L'explication réside dans la mécanique quantique. Bien que la pointe et la surface ne se touchent pas physiquement au sens classique du terme, les électrons peuvent toujours passer d'une extrémité à l'autre. Le champ électrique de la lumière infrarouge, qui oscille en permanence, oblige les électrons à faire des allers-retours entre la pointe et la surface.
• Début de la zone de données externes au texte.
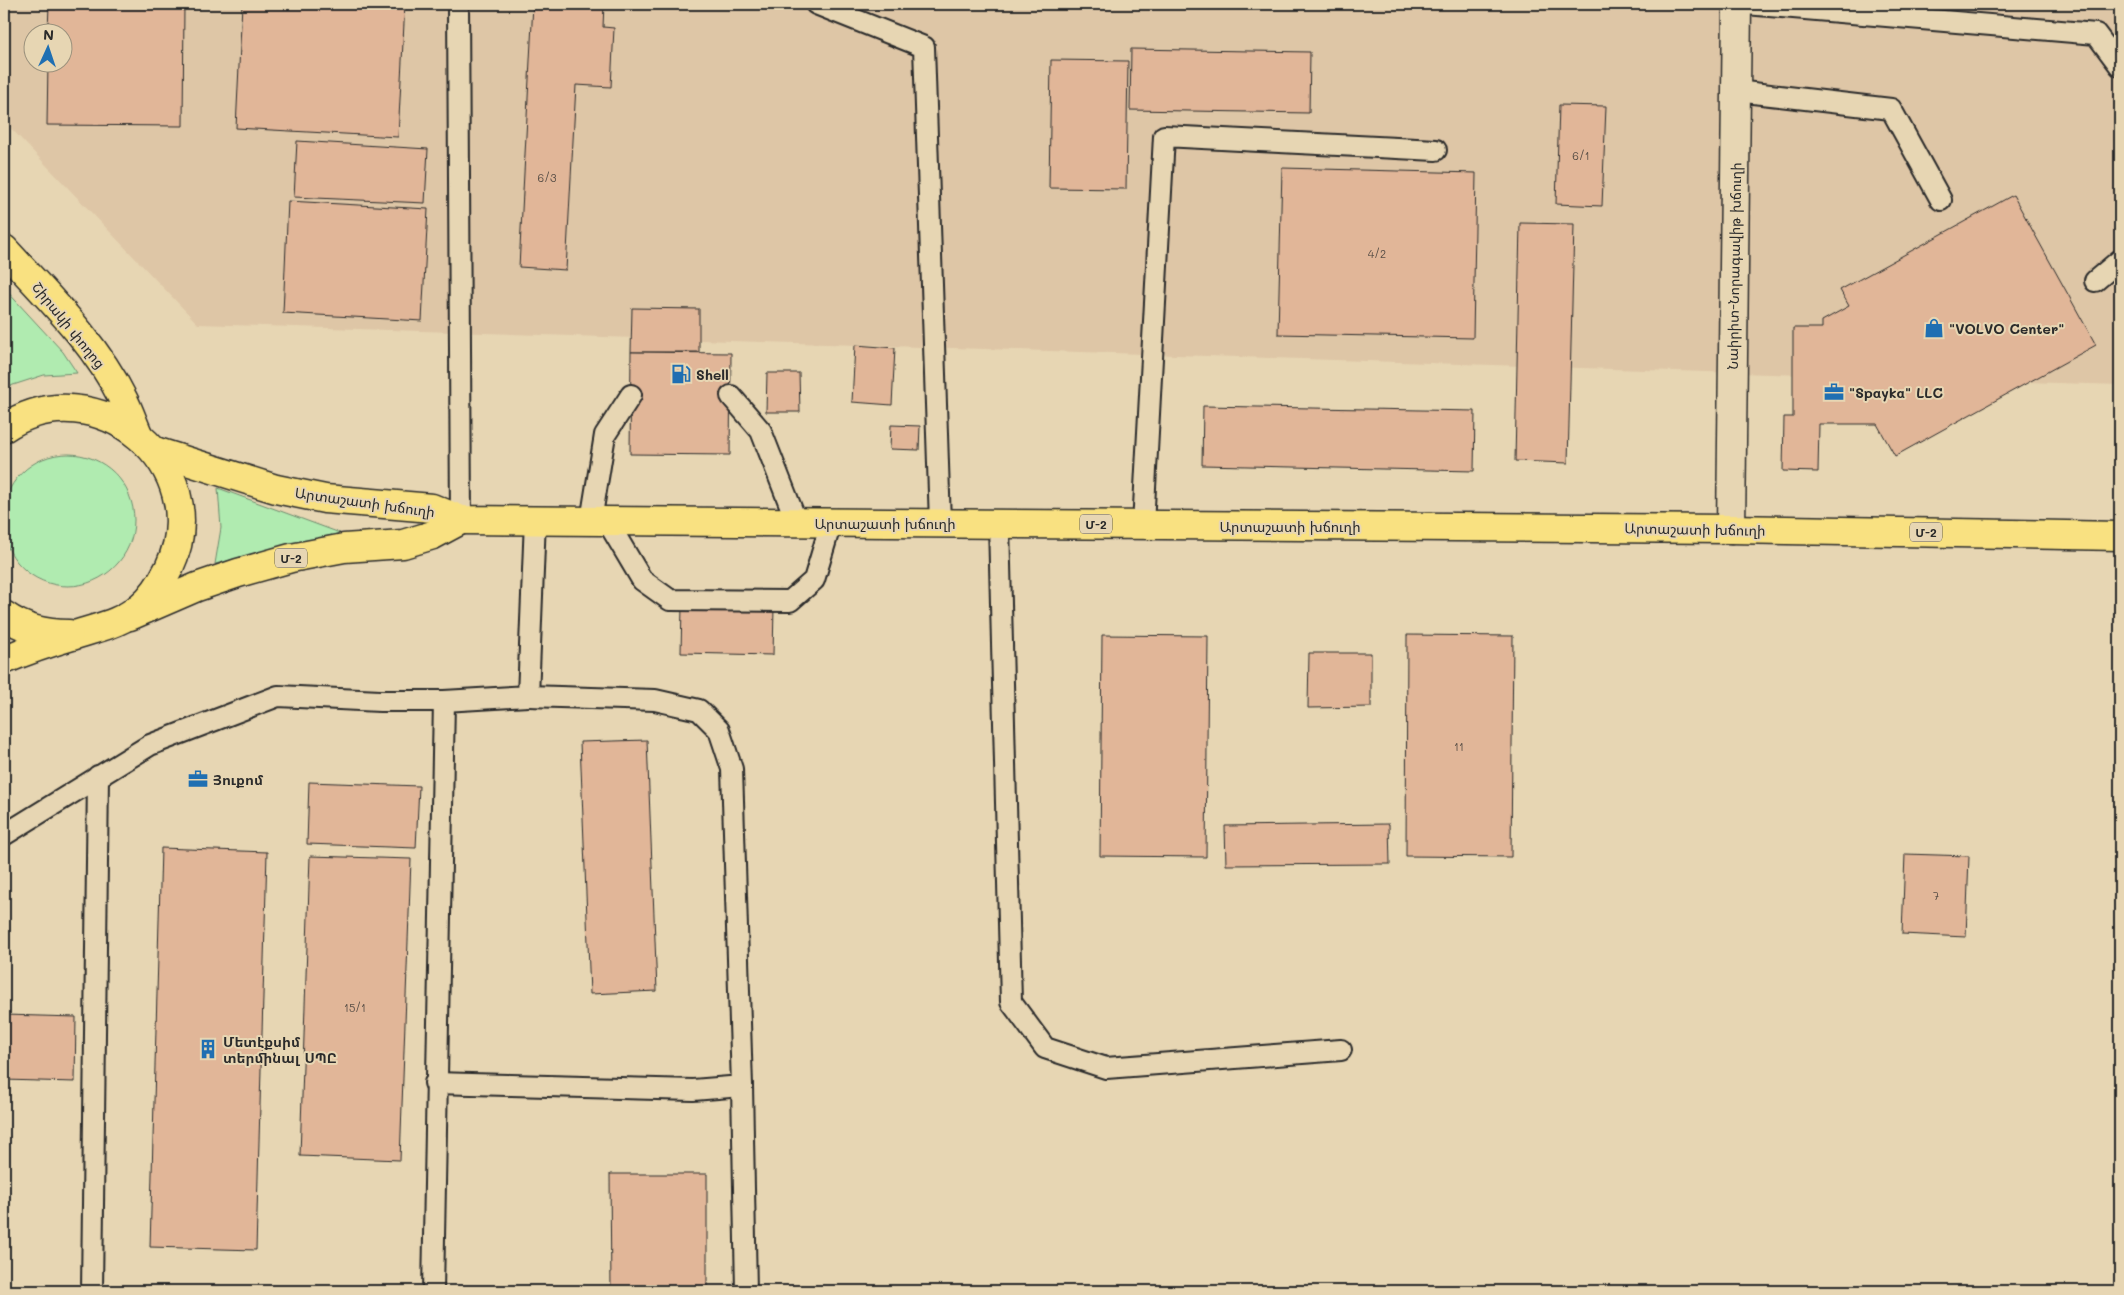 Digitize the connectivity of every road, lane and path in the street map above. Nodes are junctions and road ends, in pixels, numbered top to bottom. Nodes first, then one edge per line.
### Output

À l'instar des électrons oscillant dans une antenne radio, ce mouvement produit un faible signal électromagnétique - et les chercheurs ont pu détecter cette émission optique à effet tunnel en champ proche (NOTE).
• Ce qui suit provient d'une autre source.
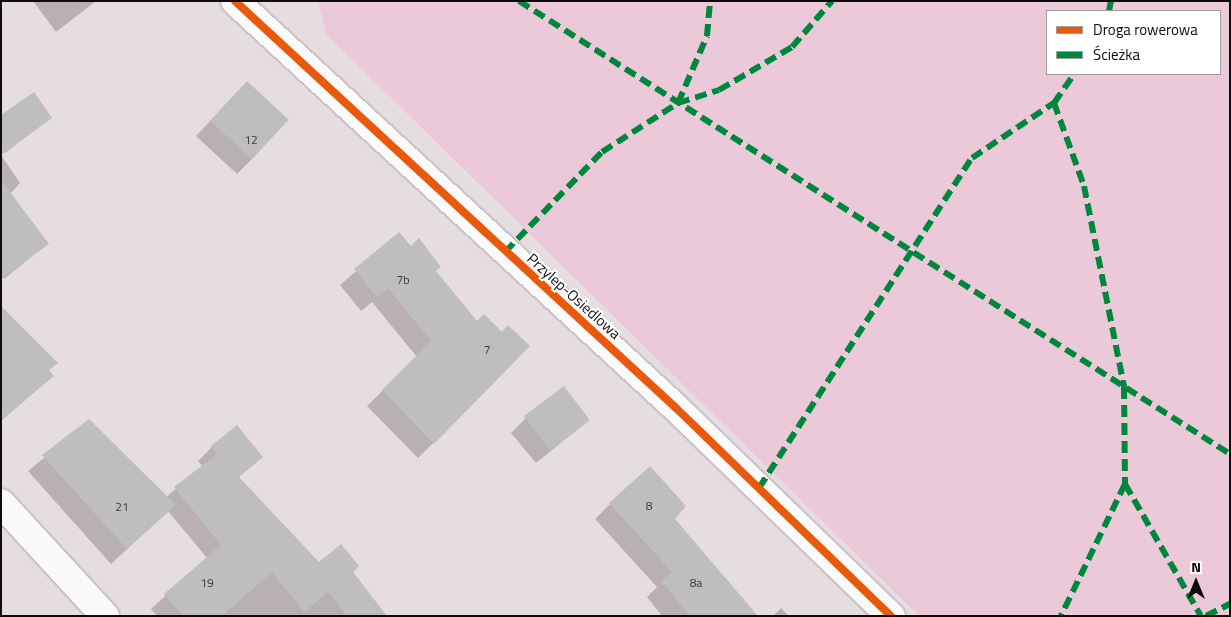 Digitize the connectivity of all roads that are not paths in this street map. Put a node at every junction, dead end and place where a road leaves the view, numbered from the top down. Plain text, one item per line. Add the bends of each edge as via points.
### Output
1 (235, 1) edge
2 (1, 503) edge
3 (105, 616) edge
4 (891, 616) edge

1 - 4 street, Przylep-Osiedlowa via 675,407
2 - 3 street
"Il est remarquable qu'un seul électron se déplaçant sur une distance inférieure à la taille d'un atome tous les cent cycles de lumière puisse déjà produire une lumière suffisamment forte pour que nous puissions la détecter", explique le Dr Tom Siday de l'université de Birmingham. À partir de cette lumière émise, le mouvement des électrons entre la pointe et l'échantillon - et donc les propriétés des matériaux telles que la conductivité - peut être mesuré avec une précision à l'échelle atomique. "L'étape décisive est que nous ne sommes plus limités par l'étroitesse du confinement de la lumière", explique Valentin Bergbauer de l'université de Regensburg. "Au lieu de cela, nous contrôlons et mesurons directement le mouvement quantique des électrons confiné aux dimensions atomiques - un saut quantique qui pousse la microscopie optique à des échelles de longueur près de cent mille fois plus petites que ce que les microscopes conventionnels basés sur la lumière peuvent résoudre". Il est important de noter que cet effet peut être obtenu à l'aide d'un laser à ondes continues standard, plutôt qu'à l'aide de lasers ultrarapides, plus puissants mais plus coûteux, que l'on pensait auparavant nécessaires. Cette simplicité pourrait contribuer à rendre la technique plus largement accessible et à accélérer son adoption dans les laboratoires du monde entier.
Les travaux montrent que les mesures optiques peuvent désormais atteindre des distances que l'on croyait inaccessibles, grâce au contrôle précis de pointes atomiquement acérées. À l'avenir, cette nouvelle approche pourrait permettre aux scientifiques d'étudier comment les matériaux interagissent avec la lumière à l'échelle des atomes individuels, ce qui permettrait de comprendre comment les processus microscopiques à ces échelles minuscules déterminent fondamentalement les propriétés macroscopiques des matériaux.
Note: Cet article a été traduit à l'aide d'un système informatique sans intervention humaine. LUMITOS propose ces traductions automatiques pour présenter un plus large éventail d'actualités. Comme cet article a été traduit avec traduction automatique, il est possible qu'il contienne des erreurs de vocabulaire, de syntaxe ou de grammaire. L'article original dans Anglais peut être trouvé ici.